*** Data shown ***

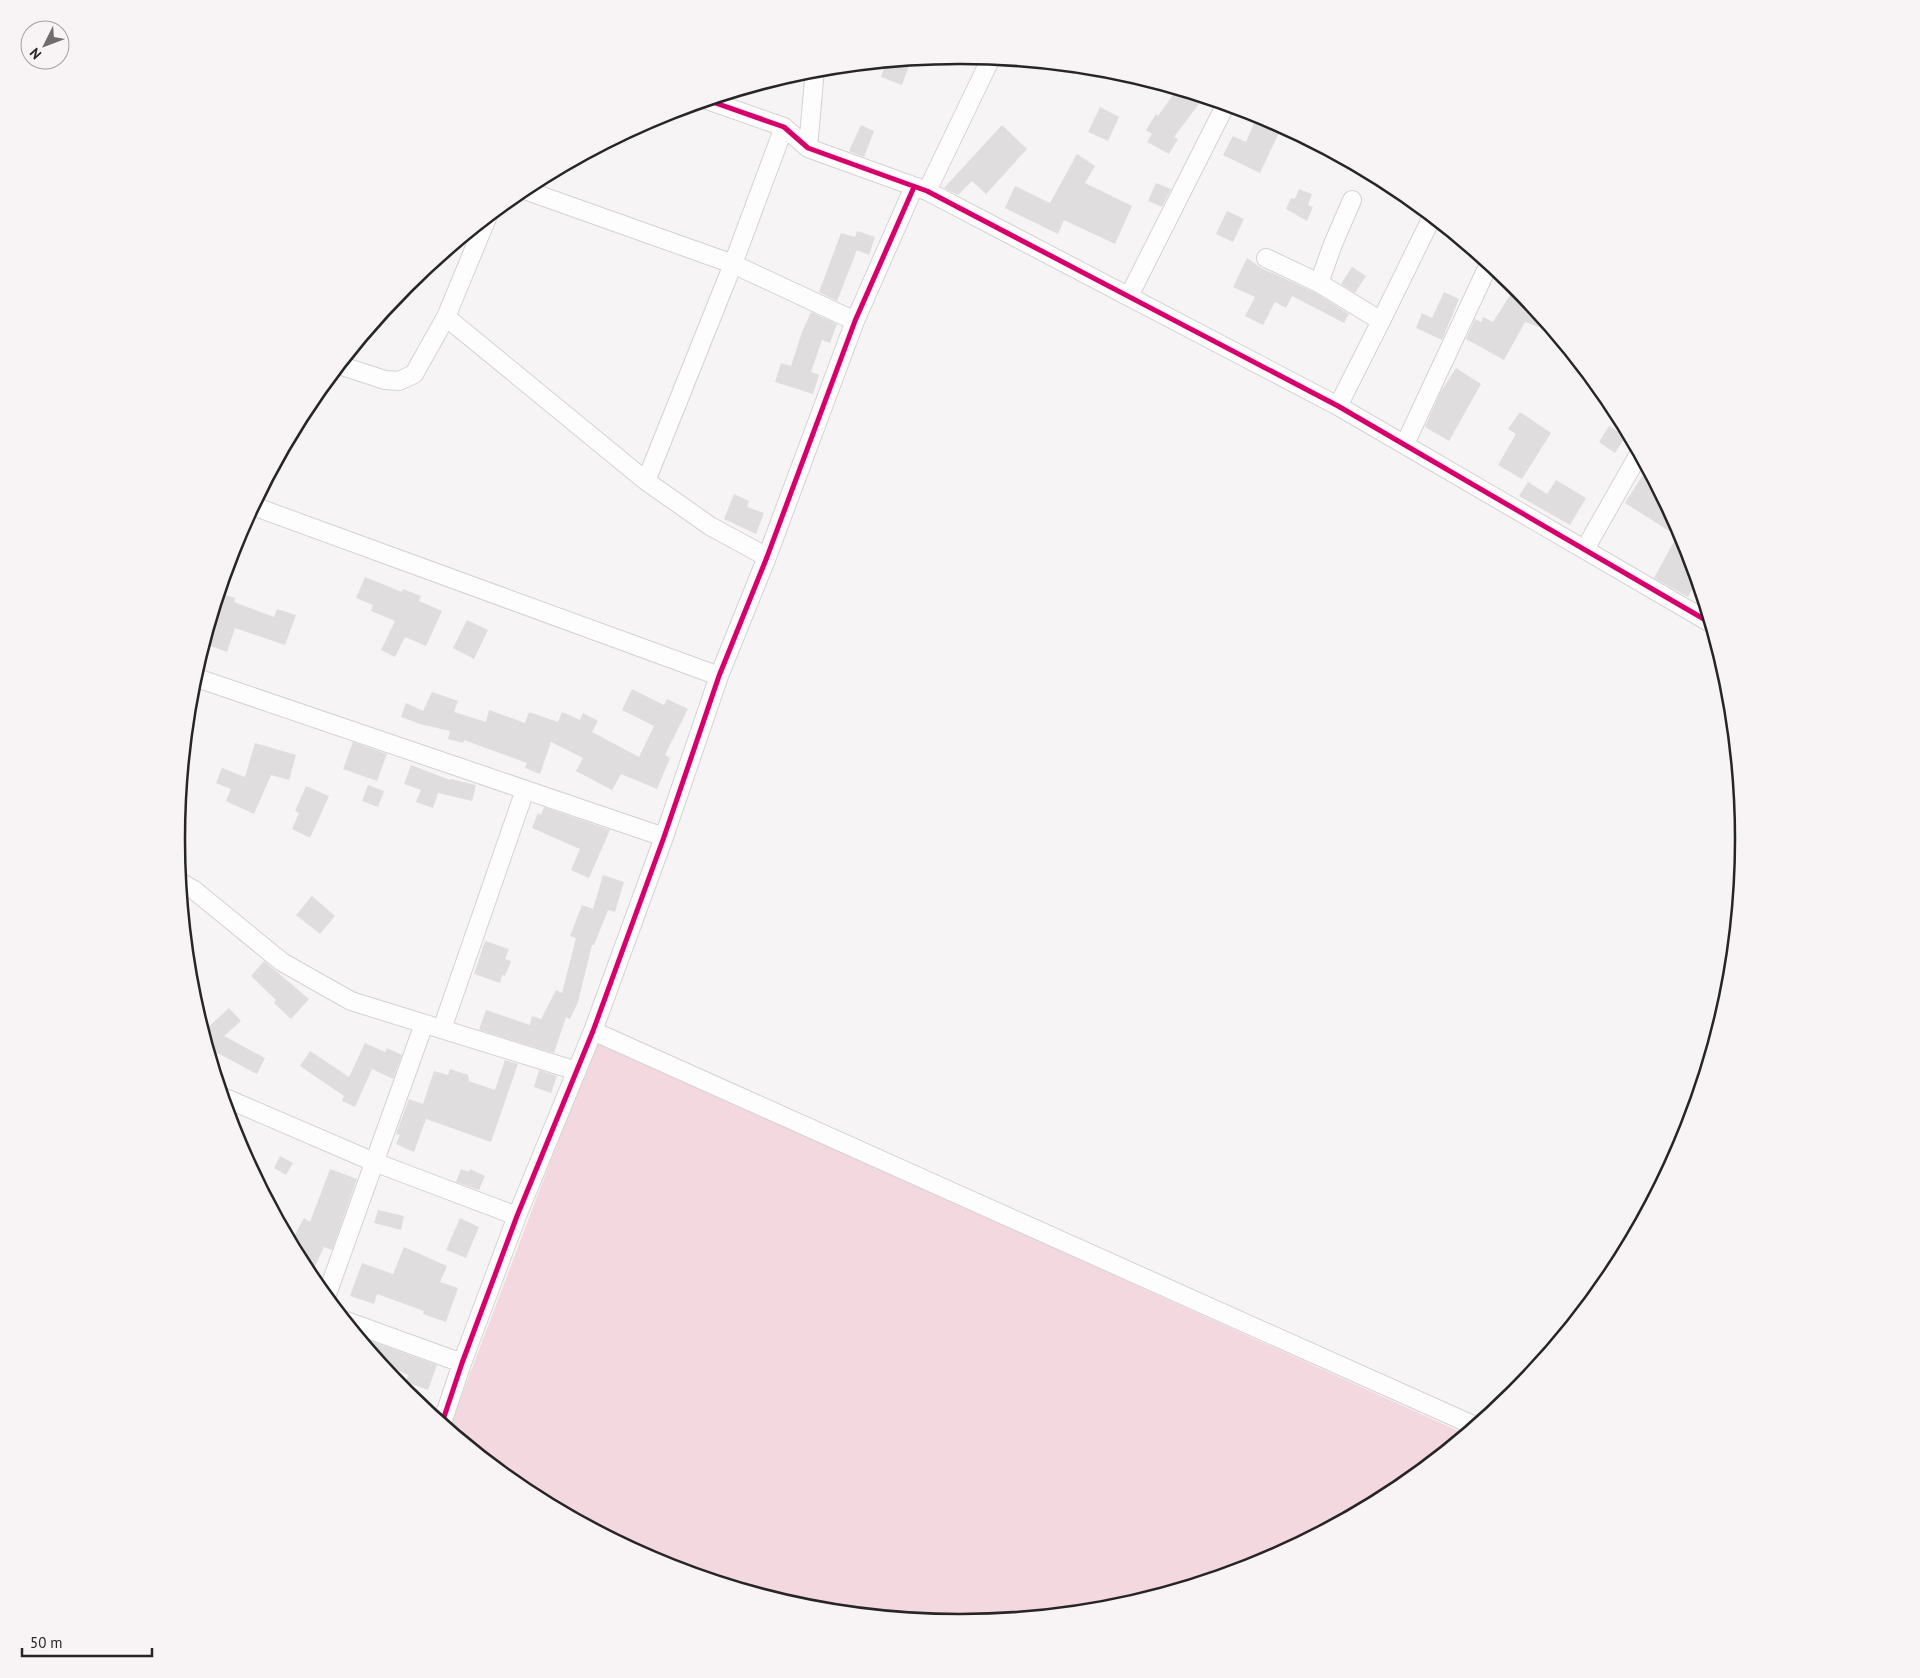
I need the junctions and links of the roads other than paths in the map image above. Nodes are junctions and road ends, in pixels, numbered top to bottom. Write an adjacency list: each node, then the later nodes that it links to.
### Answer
1 (988, 65): 7 (street)
2 (814, 78): 6 (street)
3 (717, 103): 5 (street)
4 (1223, 110): 16 (street)
5 (784, 126): 6 (street); 13 (street)
6 (808, 148): 7 (street)
7 (921, 189): 16 (street); 18 (street)
8 (532, 192): 13 (street)
9 (1352, 200): 15 (street)
10 (1430, 222): 19 (street)
11 (483, 228): 17 (street)
12 (1266, 258): 15 (street)
13 (733, 264): 18 (street); 24 (street)
14 (1486, 270): 22 (street)
15 (1319, 282): 19 (street)
16 (1128, 296): 21 (street)
17 (446, 317): 20 (street); 24 (street)
18 (855, 321): 27 (street)
19 (1382, 321): 21 (street)
20 (345, 368)
21 (1338, 406): 22 (street)
22 (1405, 444): 26 (street)
23 (1636, 460): 26 (street)
24 (646, 481): 27 (street)
25 (259, 508): 29 (street)
26 (1585, 549): 28 (street)
27 (766, 557): 29 (street)
28 (1703, 618)
29 (719, 676): 32 (street)
30 (202, 680): 31 (street)
31 (525, 790): 32 (street); 35 (street)
32 (664, 837): 36 (street)
33 (186, 885): 34 (street)
34 (424, 1024): 35 (street); 39 (street)
35 (442, 1030): 37 (street)
36 (593, 1031): 37 (street); 45 (street)
37 (577, 1072): 40 (street)
38 (231, 1100): 39 (street)
39 (374, 1162): 40 (street); 41 (street)
40 (518, 1216): 43 (street)
41 (329, 1289)
42 (356, 1325): 43 (street)
43 (462, 1363): 44 (street)
44 (444, 1417)
45 (1469, 1423)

*** End of Data shown ***

Keep the pictures out of your copy, and repeat every entry above exactly.

I need the junctions and links of the roads other than paths in the map image above. Nodes are junctions and road ends, in pixels, numbered top to bottom. Write an adjacency list: each node, then the later nodes that it links to.
### Answer
1 (988, 65): 7 (street)
2 (814, 78): 6 (street)
3 (717, 103): 5 (street)
4 (1223, 110): 16 (street)
5 (784, 126): 6 (street); 13 (street)
6 (808, 148): 7 (street)
7 (921, 189): 16 (street); 18 (street)
8 (532, 192): 13 (street)
9 (1352, 200): 15 (street)
10 (1430, 222): 19 (street)
11 (483, 228): 17 (street)
12 (1266, 258): 15 (street)
13 (733, 264): 18 (street); 24 (street)
14 (1486, 270): 22 (street)
15 (1319, 282): 19 (street)
16 (1128, 296): 21 (street)
17 (446, 317): 20 (street); 24 (street)
18 (855, 321): 27 (street)
19 (1382, 321): 21 (street)
20 (345, 368)
21 (1338, 406): 22 (street)
22 (1405, 444): 26 (street)
23 (1636, 460): 26 (street)
24 (646, 481): 27 (street)
25 (259, 508): 29 (street)
26 (1585, 549): 28 (street)
27 (766, 557): 29 (street)
28 (1703, 618)
29 (719, 676): 32 (street)
30 (202, 680): 31 (street)
31 (525, 790): 32 (street); 35 (street)
32 (664, 837): 36 (street)
33 (186, 885): 34 (street)
34 (424, 1024): 35 (street); 39 (street)
35 (442, 1030): 37 (street)
36 (593, 1031): 37 (street); 45 (street)
37 (577, 1072): 40 (street)
38 (231, 1100): 39 (street)
39 (374, 1162): 40 (street); 41 (street)
40 (518, 1216): 43 (street)
41 (329, 1289)
42 (356, 1325): 43 (street)
43 (462, 1363): 44 (street)
44 (444, 1417)
45 (1469, 1423)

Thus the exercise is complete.